▸ WHAT THE EXERCISE ASKS
Search the entries below for the string "Task" and give the number of lines that hold it, nothing else.

▸ MATERIAL PROVIDED
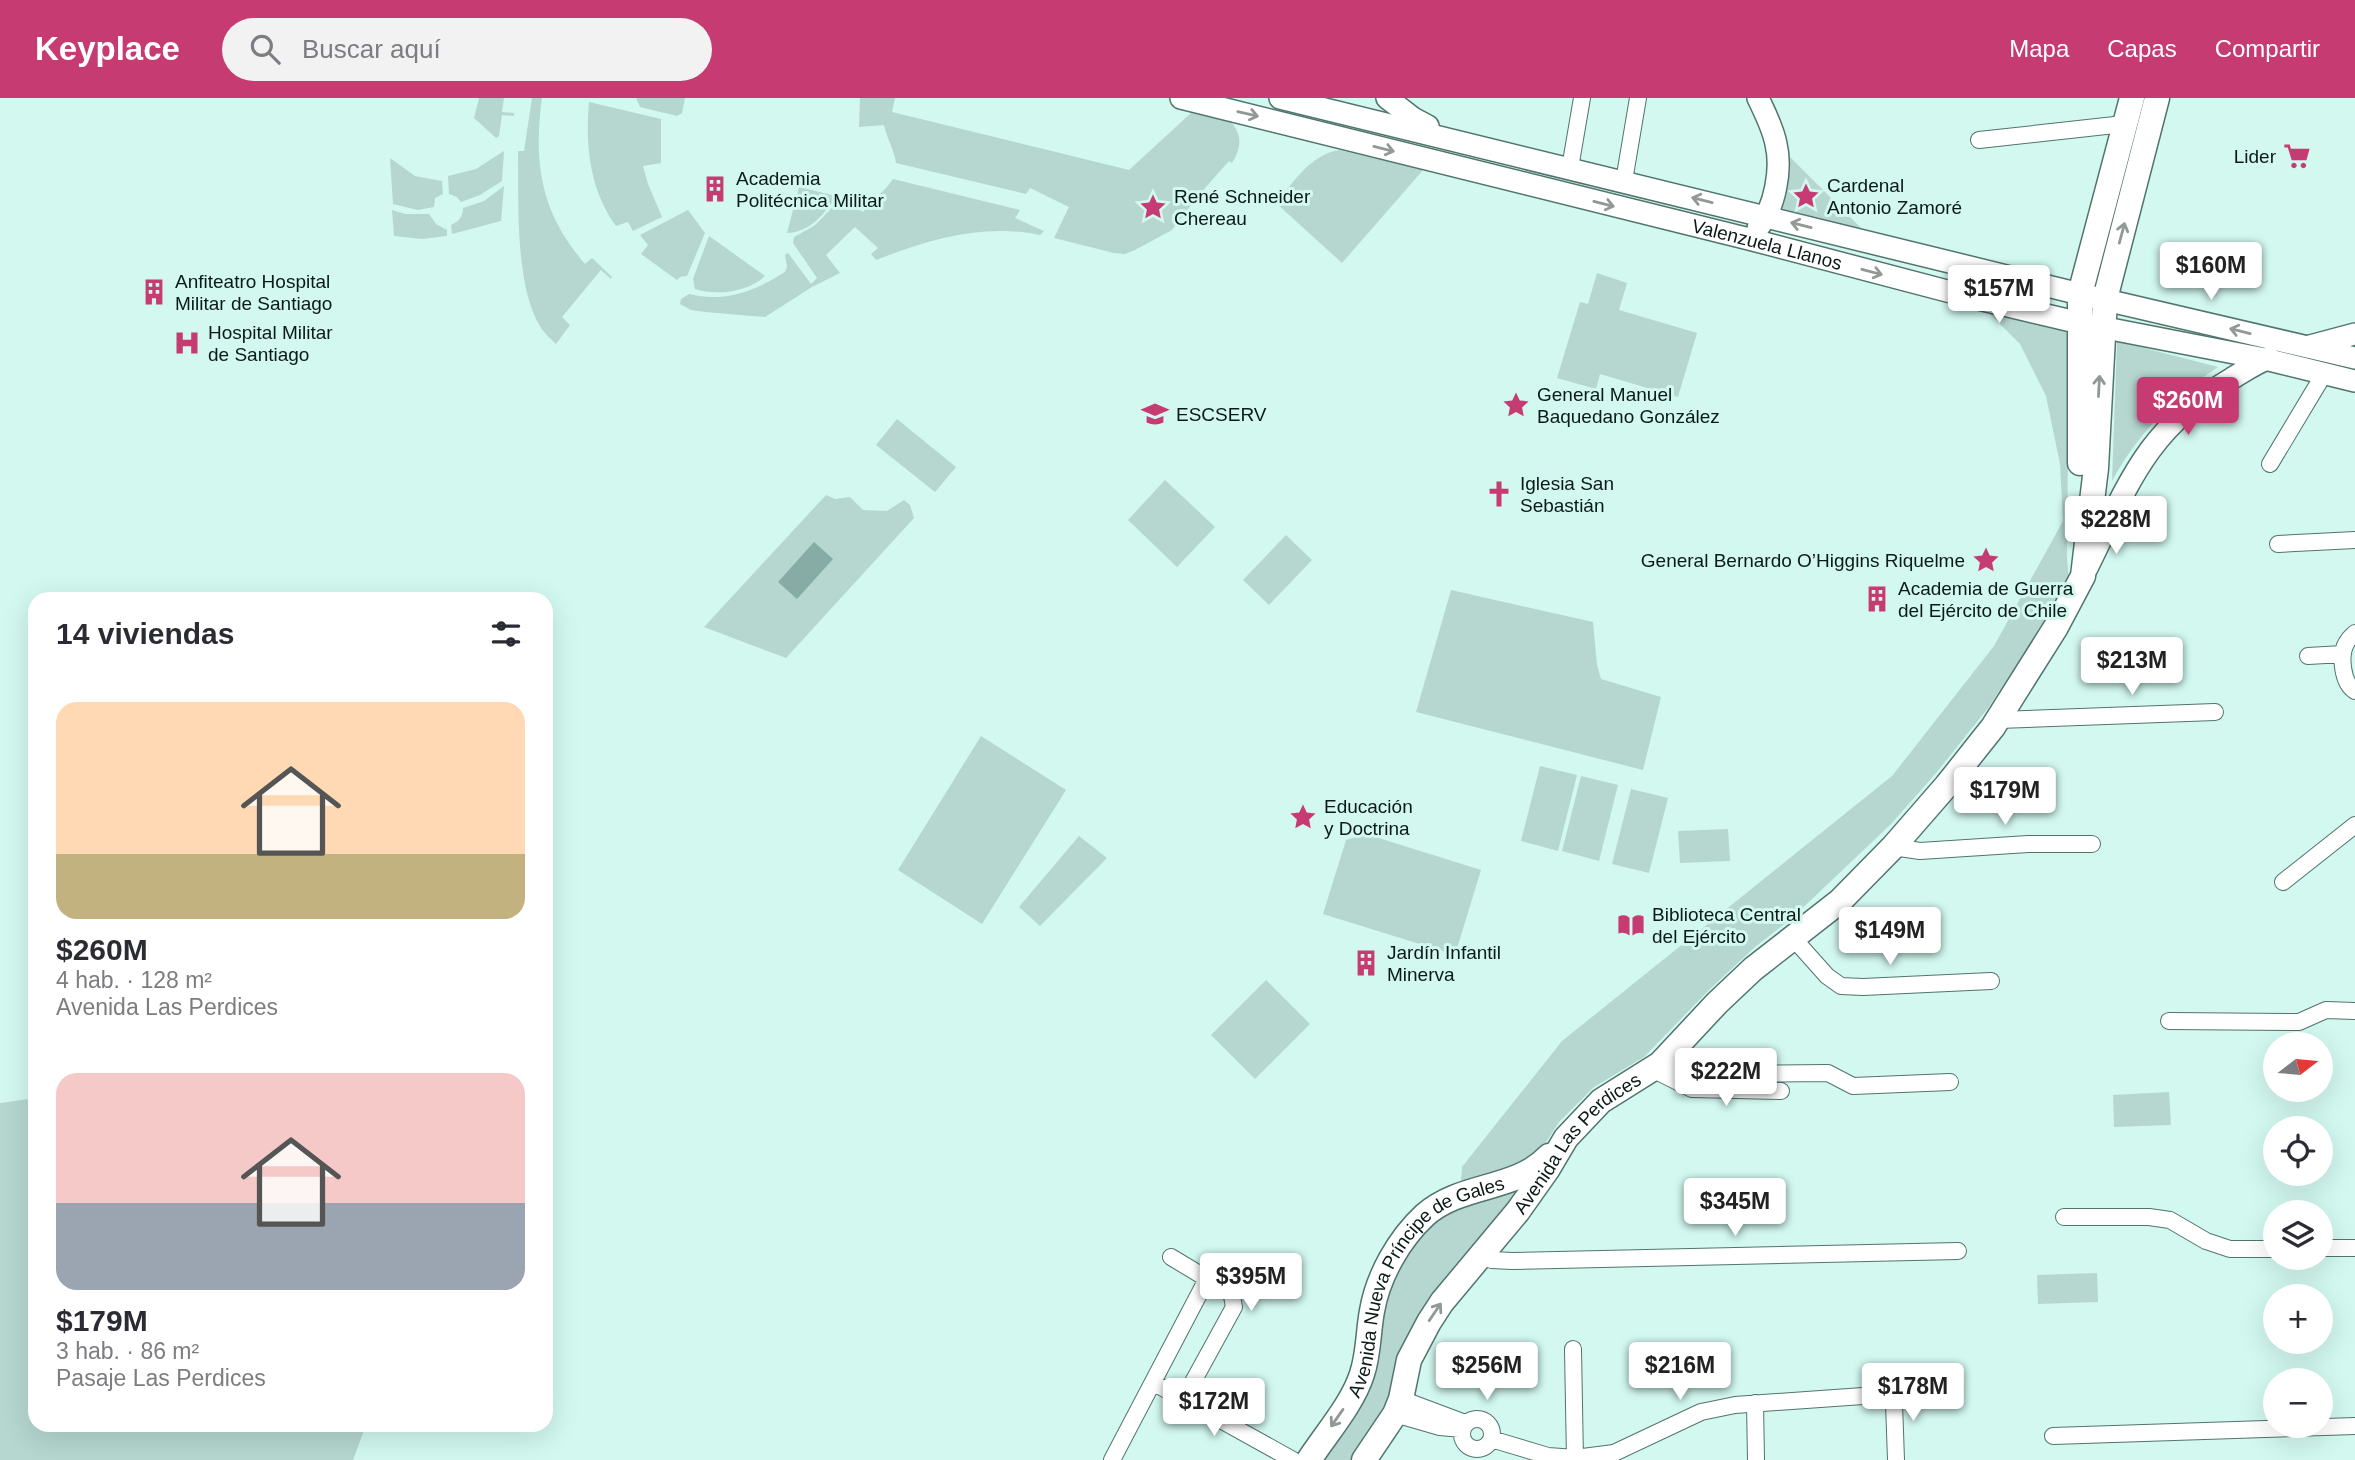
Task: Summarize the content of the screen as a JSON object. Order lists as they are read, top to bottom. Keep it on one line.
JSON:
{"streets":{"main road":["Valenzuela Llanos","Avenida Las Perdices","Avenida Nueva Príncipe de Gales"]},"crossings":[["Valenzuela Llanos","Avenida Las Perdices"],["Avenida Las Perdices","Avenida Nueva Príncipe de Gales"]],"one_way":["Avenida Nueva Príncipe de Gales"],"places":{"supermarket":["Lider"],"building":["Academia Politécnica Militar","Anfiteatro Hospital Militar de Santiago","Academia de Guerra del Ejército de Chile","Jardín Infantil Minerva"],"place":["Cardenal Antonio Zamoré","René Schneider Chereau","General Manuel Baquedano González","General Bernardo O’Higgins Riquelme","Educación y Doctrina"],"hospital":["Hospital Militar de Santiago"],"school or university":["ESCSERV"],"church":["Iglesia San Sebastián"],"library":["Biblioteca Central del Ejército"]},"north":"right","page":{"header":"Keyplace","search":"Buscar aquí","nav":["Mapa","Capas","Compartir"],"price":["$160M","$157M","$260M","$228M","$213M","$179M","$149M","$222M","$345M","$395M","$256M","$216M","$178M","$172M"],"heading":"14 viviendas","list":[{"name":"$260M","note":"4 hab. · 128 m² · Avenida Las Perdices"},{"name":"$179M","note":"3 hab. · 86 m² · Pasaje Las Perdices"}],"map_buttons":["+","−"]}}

* * *

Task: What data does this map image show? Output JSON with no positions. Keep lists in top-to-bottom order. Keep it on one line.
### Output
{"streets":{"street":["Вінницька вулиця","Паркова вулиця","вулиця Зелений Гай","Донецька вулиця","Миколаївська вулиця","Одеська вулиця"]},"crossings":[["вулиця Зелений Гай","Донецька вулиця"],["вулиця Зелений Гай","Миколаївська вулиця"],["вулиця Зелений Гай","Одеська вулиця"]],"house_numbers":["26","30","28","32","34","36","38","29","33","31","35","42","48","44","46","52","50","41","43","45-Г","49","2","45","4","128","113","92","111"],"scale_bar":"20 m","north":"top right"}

▸ RESPONSE TO THE EXERCISE
2